I watched the film and LOVED IT!!! Fantastic! I was a little skeptical about a low budget BBC film but the talent of the actors, namely Anthony Hopkins, made it magnificent. I found myself sincerely moved and invested in the play. Totally being pulled into the part I was set to play as the viewer. I didn't know how much I would like the play, but this viewing experience has made it one of my favorites. While it is not my favorite tragedy of Will's, it is the most tragic tragedy.

I then read the script and found that this was a lot of fun after viewing the film. I find when I read before I see a production that I don't really grasp the emphasis in sentences or words. Everyone speaks very calmly and fluidly in my head. I didn't get as lost in the language now that I had seen how these lines were handled. Two lines stuck out to me.

He that is robbed, not wanting what is stolen,
Let him not know 't, and he's not robbed at all.
Othello, 3. 3


Someone who has something taken, if he doesn't know it's missing, he might as well not be robbed at all, he doens't know so it doesn't hurt him. When it is pointed out that something is taken then he falls into sadness and want, for he has "drunk and seen the spider" you might say.

This makes me so sad with Othello because nothing has really been stolen, but he thinks it has and that is enough to make him fly into a destructive rage. This tragedy is worse to me that Romeo and Juliet for example, because the cause of the two hormonal teenage tragedy is their own stupidity. Othello had a wonderful, almost enviable realationship with his wife. It was just as it should be, but due to the evil of a calculating devil, Othello lost it all. That is so tragic.

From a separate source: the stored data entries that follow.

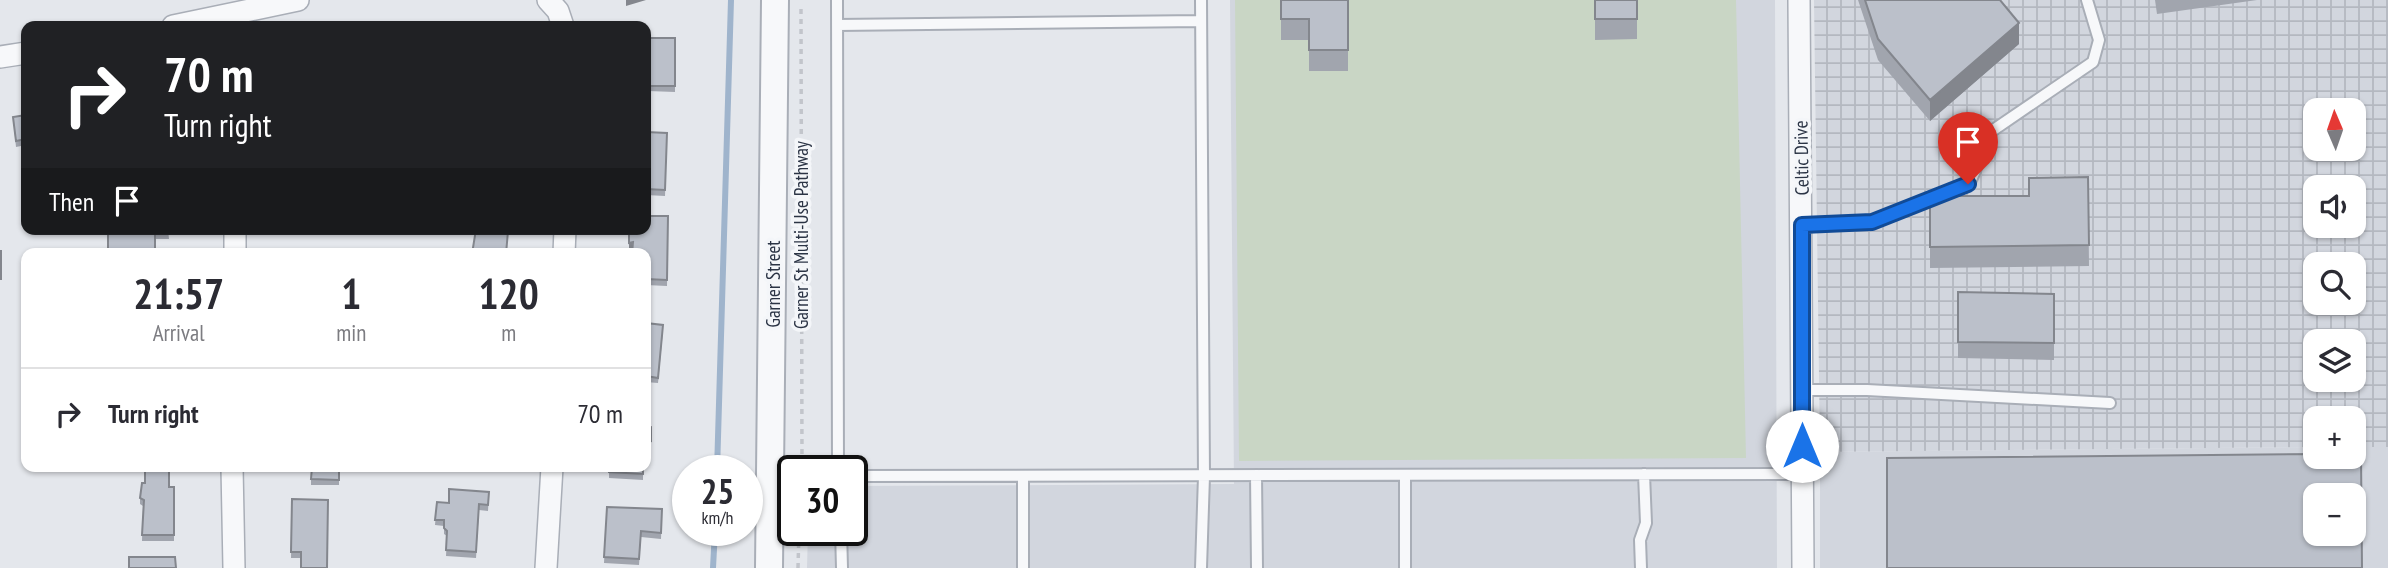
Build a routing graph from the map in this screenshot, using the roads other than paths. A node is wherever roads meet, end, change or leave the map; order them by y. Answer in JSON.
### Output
{"nodes":[{"id":1,"x":298,"y":0,"type":"edge"},
{"id":2,"x":548,"y":0,"type":"edge"},
{"id":3,"x":775,"y":0,"type":"edge"},
{"id":4,"x":836,"y":0,"type":"edge"},
{"id":5,"x":1201,"y":0,"type":"edge"},
{"id":6,"x":1799,"y":0,"type":"edge"},
{"id":7,"x":2087,"y":0,"type":"edge"},
{"id":8,"x":207,"y":21,"type":"edge"},
{"id":9,"x":561,"y":21,"type":"edge"},
{"id":10,"x":1201,"y":22,"type":"junction"},
{"id":11,"x":837,"y":25,"type":"junction"},
{"id":12,"x":21,"y":54,"type":"edge"},
{"id":13,"x":0,"y":57,"type":"edge"},
{"id":14,"x":1802,"y":225,"type":"junction"},
{"id":15,"x":1802,"y":390,"type":"junction"},
{"id":16,"x":2110,"y":403,"type":"dead end"},
{"id":17,"x":782,"y":455,"type":"edge"},
{"id":18,"x":838,"y":455,"type":"edge"},
{"id":19,"x":232,"y":472,"type":"edge"},
{"id":20,"x":552,"y":472,"type":"edge"},
{"id":21,"x":1644,"y":474,"type":"junction"},
{"id":22,"x":1802,"y":474,"type":"junction"},
{"id":23,"x":1256,"y":475,"type":"junction"},
{"id":24,"x":1405,"y":475,"type":"junction"},
{"id":25,"x":1023,"y":476,"type":"junction"},
{"id":26,"x":1204,"y":476,"type":"junction"},
{"id":27,"x":868,"y":477,"type":"edge"},
{"id":28,"x":777,"y":512,"type":"edge"},
{"id":29,"x":841,"y":546,"type":"edge"},
{"id":30,"x":234,"y":568,"type":"edge"},
{"id":31,"x":545,"y":568,"type":"edge"},
{"id":32,"x":769,"y":568,"type":"edge"},
{"id":33,"x":842,"y":568,"type":"edge"},
{"id":34,"x":1024,"y":568,"type":"edge"},
{"id":35,"x":1201,"y":568,"type":"edge"},
{"id":36,"x":1257,"y":568,"type":"edge"},
{"id":37,"x":1405,"y":568,"type":"edge"},
{"id":38,"x":1641,"y":568,"type":"edge"},
{"id":39,"x":1803,"y":568,"type":"edge"}],
"edges":[{"from":1,"to":8,"type":"street"},
{"from":2,"to":9,"type":"street"},
{"from":3,"to":17,"type":"street","name":"Garner Street"},
{"from":4,"to":11,"type":"lane"},
{"from":5,"to":10,"type":"lane"},
{"from":6,"to":14,"type":"street","name":"Celtic Drive"},
{"from":7,"to":14,"type":"lane"},
{"from":10,"to":11,"type":"lane"},
{"from":10,"to":26,"type":"lane"},
{"from":11,"to":18,"type":"lane"},
{"from":12,"to":13,"type":"street"},
{"from":14,"to":15,"type":"street","name":"Celtic Drive"},
{"from":15,"to":16,"type":"lane"},
{"from":15,"to":22,"type":"street","name":"Celtic Drive"},
{"from":19,"to":30,"type":"street"},
{"from":20,"to":31,"type":"street"},
{"from":21,"to":22,"type":"lane"},
{"from":21,"to":24,"type":"lane"},
{"from":21,"to":38,"type":"lane"},
{"from":22,"to":39,"type":"street","name":"Celtic Drive"},
{"from":23,"to":24,"type":"lane"},
{"from":23,"to":26,"type":"lane"},
{"from":23,"to":36,"type":"lane"},
{"from":24,"to":37,"type":"lane"},
{"from":25,"to":26,"type":"lane"},
{"from":25,"to":27,"type":"lane"},
{"from":25,"to":34,"type":"lane"},
{"from":26,"to":35,"type":"lane"},
{"from":28,"to":32,"type":"street","name":"Garner Street"},
{"from":29,"to":33,"type":"lane"}]}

This brings me to my second line I like. The title of my post today, it is a punishment described for evil Iago. It sounds terrible, but it's still not enough in my opinion. I really detest this man who is nothing but pure evil inside, who can laugh when he sees other human beings tormented.

Elder Holland, says it best for me, "In the tale of Othello and Desdemona the sorrow and destruction is calculated--it is maliciously driven from the beginning. Of all the villains in Shakespeare's writing, and perhaps in all of literature, there is no one I loathe so much as I loathe Iago. Even his name sounds evil to me, or at least it has become so. And what is his evil...Sowing doubt and devilish innuendo, playing on jealousy and deceit and finally murderous rage, Iago provokes Othello into taking Desdemona's life--virtue turned into pitch, goodness twisted into a fatal net."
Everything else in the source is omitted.